Pulling Android memory is not applicable in a great many cases, due to the fact that it requires root access. Most public root processes involve rebooting the phone, which erases volatile RAM, meaning that by the time an examiner gains root access to image the RAM, it's too late because the RAM has been erased. Because of this, and possibly other reasons, there is not great support for Android RAM imaging and analysis in the commercial forensic world. However, there are cases where imaging RAM is applicable, and may prove invaluable to a case. If a device is already rooted when it is seized, imaging the RAM should be a mandatory step in the seizure process. As powering the phone off will erase the RAM, the device should be placed in Airplane Mode (and any other network connections such as Wi-Fi and Bluetooth should be disabled) and the RAM should be imaged immediately to avoid the device battery dying before the RAM can be pulled.
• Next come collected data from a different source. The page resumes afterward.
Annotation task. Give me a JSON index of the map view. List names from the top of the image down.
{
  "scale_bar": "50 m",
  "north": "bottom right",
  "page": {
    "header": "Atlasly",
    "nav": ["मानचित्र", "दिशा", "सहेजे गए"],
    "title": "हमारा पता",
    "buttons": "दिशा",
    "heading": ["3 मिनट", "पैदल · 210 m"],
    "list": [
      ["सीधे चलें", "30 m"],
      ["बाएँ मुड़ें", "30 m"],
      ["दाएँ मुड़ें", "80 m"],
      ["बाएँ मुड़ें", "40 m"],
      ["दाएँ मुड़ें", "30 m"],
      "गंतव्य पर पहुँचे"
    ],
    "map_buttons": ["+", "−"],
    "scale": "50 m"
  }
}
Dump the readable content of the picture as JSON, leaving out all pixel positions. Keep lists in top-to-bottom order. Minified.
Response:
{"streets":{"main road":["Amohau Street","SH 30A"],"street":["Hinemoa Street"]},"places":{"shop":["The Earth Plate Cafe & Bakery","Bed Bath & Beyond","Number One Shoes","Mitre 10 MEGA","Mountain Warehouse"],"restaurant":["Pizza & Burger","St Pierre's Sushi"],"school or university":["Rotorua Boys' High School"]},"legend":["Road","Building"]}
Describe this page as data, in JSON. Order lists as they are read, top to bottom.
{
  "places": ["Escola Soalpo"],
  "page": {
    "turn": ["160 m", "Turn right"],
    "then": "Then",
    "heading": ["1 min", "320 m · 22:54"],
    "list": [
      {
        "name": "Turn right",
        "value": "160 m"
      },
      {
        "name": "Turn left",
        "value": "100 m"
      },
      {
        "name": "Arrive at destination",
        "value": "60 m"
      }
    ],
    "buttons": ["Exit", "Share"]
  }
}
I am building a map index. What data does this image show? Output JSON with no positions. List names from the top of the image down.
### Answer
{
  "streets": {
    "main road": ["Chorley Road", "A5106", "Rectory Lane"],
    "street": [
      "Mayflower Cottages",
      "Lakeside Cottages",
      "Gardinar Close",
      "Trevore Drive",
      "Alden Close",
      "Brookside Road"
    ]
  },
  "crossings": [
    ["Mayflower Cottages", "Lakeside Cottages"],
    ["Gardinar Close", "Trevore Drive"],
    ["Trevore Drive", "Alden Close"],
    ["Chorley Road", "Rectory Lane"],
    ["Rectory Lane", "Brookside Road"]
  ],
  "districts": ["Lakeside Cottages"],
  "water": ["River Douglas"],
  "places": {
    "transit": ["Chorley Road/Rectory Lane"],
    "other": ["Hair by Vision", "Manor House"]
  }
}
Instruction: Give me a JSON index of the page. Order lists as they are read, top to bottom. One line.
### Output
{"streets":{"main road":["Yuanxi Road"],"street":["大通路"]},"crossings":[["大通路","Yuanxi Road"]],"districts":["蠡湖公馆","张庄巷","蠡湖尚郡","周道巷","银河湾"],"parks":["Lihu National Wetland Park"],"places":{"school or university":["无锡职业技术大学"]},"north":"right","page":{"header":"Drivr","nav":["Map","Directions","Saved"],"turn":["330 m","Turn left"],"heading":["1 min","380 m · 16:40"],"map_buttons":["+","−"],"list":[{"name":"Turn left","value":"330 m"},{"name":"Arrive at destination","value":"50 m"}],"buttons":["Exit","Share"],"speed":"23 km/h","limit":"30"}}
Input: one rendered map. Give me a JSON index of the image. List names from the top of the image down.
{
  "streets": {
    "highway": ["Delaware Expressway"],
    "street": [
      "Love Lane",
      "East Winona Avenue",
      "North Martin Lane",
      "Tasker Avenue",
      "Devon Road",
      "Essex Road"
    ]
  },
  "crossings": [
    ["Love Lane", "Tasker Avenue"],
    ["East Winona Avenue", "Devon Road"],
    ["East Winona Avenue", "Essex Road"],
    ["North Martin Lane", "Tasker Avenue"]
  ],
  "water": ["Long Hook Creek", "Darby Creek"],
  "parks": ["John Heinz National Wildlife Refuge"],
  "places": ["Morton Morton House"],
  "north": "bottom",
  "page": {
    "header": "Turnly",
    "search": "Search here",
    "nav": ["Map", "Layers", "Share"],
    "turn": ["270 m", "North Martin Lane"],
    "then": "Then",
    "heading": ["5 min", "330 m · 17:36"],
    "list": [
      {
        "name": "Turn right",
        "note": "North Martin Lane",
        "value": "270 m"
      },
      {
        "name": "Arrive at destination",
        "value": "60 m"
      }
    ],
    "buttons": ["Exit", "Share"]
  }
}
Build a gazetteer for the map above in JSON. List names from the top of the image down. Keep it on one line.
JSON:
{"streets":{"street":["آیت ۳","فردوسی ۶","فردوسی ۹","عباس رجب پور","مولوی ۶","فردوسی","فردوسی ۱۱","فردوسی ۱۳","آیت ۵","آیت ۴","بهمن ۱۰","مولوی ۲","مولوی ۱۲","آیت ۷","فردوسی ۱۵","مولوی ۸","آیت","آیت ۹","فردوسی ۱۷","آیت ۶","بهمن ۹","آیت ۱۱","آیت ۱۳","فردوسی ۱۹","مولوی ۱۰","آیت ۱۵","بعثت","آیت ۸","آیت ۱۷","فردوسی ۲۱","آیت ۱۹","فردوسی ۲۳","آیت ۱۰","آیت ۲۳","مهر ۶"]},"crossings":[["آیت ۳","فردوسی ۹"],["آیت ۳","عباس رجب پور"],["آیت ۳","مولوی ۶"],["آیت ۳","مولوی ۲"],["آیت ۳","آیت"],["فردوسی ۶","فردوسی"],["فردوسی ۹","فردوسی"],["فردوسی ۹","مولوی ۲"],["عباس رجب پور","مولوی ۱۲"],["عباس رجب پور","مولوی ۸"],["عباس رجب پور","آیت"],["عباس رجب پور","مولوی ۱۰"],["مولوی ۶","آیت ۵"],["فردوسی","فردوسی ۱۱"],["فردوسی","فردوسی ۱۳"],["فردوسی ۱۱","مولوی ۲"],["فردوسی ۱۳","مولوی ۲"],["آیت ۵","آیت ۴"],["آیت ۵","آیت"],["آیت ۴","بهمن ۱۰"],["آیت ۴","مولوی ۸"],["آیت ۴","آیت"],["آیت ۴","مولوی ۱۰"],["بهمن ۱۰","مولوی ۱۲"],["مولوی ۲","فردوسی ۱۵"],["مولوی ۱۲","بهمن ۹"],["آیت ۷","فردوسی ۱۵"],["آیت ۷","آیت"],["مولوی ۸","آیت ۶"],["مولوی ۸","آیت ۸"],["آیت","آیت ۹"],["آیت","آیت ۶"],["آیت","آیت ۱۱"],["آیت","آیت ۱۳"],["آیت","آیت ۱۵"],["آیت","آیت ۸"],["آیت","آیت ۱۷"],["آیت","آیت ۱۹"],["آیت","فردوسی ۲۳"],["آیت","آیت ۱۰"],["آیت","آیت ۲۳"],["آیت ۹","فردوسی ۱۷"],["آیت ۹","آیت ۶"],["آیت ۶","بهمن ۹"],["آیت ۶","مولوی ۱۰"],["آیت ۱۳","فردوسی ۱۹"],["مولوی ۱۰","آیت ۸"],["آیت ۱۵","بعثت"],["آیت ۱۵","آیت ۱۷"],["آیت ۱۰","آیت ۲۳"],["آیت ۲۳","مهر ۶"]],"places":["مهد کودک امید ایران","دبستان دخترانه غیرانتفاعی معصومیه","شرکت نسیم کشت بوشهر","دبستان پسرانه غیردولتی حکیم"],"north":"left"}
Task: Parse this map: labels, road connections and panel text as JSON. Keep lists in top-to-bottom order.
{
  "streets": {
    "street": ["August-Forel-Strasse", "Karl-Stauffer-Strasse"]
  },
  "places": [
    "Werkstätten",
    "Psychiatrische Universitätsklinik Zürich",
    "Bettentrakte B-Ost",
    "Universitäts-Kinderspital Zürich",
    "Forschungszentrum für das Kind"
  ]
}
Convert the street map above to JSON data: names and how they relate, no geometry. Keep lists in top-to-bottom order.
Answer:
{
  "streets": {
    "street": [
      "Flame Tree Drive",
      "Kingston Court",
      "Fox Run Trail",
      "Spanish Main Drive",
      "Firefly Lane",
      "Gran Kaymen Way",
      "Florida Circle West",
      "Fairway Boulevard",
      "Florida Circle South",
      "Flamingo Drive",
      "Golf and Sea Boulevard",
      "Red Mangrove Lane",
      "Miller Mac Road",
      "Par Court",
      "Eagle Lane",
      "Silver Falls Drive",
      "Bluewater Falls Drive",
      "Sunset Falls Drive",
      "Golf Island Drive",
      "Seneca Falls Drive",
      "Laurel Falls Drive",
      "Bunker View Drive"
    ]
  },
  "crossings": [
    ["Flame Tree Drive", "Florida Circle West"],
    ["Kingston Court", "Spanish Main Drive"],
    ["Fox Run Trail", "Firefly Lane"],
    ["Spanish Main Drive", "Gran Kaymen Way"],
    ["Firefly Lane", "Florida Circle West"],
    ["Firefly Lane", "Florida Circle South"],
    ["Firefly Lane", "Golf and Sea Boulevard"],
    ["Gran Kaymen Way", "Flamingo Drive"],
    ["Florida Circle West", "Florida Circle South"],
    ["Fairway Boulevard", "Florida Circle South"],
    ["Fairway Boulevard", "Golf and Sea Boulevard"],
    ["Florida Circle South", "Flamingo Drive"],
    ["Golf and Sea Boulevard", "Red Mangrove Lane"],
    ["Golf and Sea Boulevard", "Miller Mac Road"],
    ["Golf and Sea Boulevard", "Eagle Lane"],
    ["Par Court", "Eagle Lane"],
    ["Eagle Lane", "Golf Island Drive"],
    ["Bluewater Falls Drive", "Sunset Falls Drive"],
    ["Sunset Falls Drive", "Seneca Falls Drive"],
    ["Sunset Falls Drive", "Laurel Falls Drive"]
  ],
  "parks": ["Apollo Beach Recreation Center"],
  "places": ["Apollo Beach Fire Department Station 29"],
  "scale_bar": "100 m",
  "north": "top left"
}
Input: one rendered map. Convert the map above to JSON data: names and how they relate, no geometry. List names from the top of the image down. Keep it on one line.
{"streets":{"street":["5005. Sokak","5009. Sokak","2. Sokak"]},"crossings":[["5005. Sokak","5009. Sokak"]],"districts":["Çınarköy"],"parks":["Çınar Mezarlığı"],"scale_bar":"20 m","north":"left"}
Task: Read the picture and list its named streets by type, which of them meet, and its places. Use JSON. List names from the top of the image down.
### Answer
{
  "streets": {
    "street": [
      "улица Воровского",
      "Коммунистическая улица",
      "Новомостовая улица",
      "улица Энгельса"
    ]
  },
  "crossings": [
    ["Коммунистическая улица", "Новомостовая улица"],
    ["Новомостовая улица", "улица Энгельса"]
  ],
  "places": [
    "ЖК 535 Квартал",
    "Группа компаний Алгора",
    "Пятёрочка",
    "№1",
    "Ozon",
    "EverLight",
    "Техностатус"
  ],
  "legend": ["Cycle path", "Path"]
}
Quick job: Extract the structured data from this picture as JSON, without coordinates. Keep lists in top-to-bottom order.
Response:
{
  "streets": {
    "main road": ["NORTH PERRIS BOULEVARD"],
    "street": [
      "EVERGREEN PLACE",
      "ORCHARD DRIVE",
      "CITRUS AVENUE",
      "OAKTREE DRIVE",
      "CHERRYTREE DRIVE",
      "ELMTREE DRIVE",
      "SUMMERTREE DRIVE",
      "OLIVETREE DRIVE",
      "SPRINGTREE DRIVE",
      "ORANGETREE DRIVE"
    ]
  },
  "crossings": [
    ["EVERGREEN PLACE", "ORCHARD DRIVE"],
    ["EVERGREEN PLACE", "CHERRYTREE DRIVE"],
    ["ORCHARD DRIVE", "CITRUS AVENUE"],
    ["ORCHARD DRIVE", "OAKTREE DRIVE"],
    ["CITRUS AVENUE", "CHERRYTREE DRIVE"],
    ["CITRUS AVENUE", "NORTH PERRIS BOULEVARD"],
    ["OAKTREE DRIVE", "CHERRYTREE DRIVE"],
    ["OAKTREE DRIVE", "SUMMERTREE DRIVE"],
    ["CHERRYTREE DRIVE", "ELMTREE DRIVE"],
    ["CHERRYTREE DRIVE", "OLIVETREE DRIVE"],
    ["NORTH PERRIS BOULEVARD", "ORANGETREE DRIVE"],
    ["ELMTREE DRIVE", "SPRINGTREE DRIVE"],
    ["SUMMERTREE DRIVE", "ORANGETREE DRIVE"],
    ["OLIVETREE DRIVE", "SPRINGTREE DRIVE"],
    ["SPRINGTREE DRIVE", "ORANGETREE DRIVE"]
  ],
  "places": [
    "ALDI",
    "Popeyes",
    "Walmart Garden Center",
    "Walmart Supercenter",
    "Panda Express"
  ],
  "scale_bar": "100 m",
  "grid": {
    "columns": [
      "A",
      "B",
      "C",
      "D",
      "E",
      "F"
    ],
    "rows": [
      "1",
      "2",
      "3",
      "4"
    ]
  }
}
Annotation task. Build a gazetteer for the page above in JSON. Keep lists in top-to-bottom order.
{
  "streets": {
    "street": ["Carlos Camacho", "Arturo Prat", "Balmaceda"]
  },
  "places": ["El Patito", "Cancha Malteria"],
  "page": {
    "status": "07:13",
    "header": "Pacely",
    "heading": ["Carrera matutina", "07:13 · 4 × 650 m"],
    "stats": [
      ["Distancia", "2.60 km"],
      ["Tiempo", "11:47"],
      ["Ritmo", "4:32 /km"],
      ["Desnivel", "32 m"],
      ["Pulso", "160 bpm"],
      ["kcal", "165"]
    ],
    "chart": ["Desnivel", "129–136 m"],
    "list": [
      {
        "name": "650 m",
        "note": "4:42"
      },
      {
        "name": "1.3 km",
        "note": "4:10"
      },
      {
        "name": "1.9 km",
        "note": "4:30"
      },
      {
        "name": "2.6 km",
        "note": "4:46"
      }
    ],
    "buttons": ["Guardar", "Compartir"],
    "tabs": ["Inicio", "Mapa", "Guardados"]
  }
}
The main challenge when it comes to RAM is the analysis. RAM is completely raw, unstructured data; there is no file system. When viewed in a hex editor, RAM appears to just be a giant blob of data with very little rhyme or reason to help examiners figure out what they are looking at. This difficulty is compounded by the fact that modern devices commonly have gigabytes' worth of RAM. RAM can easily be searched for by keywords using traditional forensic tools and methods, but that presumes that an examiner knows exactly what they are looking for.